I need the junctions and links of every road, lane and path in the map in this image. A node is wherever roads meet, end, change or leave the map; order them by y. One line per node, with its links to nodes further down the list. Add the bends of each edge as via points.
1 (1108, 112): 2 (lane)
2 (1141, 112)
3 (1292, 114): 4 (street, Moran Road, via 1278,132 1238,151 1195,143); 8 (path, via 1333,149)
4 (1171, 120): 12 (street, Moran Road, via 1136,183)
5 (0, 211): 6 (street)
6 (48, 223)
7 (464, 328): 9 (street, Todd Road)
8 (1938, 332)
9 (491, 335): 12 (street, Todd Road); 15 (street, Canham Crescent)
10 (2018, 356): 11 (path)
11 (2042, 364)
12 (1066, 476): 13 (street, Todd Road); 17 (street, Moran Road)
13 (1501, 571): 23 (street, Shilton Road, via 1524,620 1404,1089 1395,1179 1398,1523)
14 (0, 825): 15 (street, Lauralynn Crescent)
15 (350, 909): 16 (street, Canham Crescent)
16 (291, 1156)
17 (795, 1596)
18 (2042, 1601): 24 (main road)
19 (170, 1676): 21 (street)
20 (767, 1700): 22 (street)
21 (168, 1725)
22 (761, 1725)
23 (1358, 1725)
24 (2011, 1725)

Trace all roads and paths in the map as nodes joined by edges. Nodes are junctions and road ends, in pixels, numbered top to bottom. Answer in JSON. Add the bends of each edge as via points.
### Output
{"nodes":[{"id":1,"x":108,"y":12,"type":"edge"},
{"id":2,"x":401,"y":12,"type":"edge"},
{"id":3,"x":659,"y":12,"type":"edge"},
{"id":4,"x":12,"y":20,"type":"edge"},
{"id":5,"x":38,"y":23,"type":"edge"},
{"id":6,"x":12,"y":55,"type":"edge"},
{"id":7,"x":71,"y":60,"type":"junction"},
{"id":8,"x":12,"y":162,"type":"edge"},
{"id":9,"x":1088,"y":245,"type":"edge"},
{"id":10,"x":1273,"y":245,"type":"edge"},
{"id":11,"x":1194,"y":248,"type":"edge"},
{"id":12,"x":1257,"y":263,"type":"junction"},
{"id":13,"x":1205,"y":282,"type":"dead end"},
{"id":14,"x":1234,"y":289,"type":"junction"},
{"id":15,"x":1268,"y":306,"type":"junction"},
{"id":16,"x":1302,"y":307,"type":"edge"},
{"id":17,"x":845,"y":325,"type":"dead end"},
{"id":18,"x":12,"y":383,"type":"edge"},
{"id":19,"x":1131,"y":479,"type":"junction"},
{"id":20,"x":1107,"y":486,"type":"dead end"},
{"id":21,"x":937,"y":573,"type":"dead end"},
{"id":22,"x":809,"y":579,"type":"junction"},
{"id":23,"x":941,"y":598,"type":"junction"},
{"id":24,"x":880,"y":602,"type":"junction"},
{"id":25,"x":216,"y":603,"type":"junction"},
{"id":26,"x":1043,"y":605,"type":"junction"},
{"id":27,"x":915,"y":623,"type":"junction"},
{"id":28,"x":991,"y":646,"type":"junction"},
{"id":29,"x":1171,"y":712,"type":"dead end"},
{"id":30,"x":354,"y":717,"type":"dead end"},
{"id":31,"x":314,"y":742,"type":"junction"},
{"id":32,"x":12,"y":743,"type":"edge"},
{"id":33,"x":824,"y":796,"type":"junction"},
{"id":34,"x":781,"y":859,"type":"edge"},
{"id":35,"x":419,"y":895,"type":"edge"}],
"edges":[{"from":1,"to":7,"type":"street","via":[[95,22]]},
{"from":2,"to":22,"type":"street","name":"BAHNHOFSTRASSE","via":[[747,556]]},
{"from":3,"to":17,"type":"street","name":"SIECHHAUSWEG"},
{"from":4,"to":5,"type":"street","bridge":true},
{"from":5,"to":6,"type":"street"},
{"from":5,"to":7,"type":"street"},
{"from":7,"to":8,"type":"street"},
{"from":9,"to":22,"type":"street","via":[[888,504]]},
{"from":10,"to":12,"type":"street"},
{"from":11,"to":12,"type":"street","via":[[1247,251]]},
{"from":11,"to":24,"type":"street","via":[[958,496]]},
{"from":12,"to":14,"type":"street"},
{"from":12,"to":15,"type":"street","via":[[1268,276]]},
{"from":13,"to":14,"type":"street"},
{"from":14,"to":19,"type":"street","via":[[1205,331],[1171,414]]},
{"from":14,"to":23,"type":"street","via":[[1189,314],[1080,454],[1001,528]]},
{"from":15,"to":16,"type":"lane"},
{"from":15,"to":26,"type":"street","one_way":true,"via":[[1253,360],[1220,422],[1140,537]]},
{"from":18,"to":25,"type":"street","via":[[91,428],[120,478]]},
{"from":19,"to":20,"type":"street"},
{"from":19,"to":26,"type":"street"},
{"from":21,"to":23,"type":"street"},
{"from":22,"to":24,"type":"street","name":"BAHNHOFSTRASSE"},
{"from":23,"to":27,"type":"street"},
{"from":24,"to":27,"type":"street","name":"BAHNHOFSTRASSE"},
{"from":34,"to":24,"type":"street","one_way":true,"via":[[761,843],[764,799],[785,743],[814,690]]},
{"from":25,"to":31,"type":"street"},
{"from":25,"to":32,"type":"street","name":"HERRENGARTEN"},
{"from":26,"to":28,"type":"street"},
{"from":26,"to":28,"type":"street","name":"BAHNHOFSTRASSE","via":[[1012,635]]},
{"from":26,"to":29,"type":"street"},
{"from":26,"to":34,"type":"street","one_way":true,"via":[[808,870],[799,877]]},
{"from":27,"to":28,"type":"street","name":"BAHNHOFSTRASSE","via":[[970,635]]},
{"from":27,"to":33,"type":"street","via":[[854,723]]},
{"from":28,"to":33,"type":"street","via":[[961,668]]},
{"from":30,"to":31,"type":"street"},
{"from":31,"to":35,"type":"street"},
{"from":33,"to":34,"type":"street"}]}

..........

WORK TO COMPLETE: Check each line of the listing for "name". Show those that have it.

EXERCISE RESPONSE:
{"from":2,"to":22,"type":"street","name":"BAHNHOFSTRASSE","via":[[747,556]]},
{"from":3,"to":17,"type":"street","name":"SIECHHAUSWEG"},
{"from":22,"to":24,"type":"street","name":"BAHNHOFSTRASSE"},
{"from":24,"to":27,"type":"street","name":"BAHNHOFSTRASSE"},
{"from":25,"to":32,"type":"street","name":"HERRENGARTEN"},
{"from":26,"to":28,"type":"street","name":"BAHNHOFSTRASSE","via":[[1012,635]]},
{"from":27,"to":28,"type":"street","name":"BAHNHOFSTRASSE","via":[[970,635]]},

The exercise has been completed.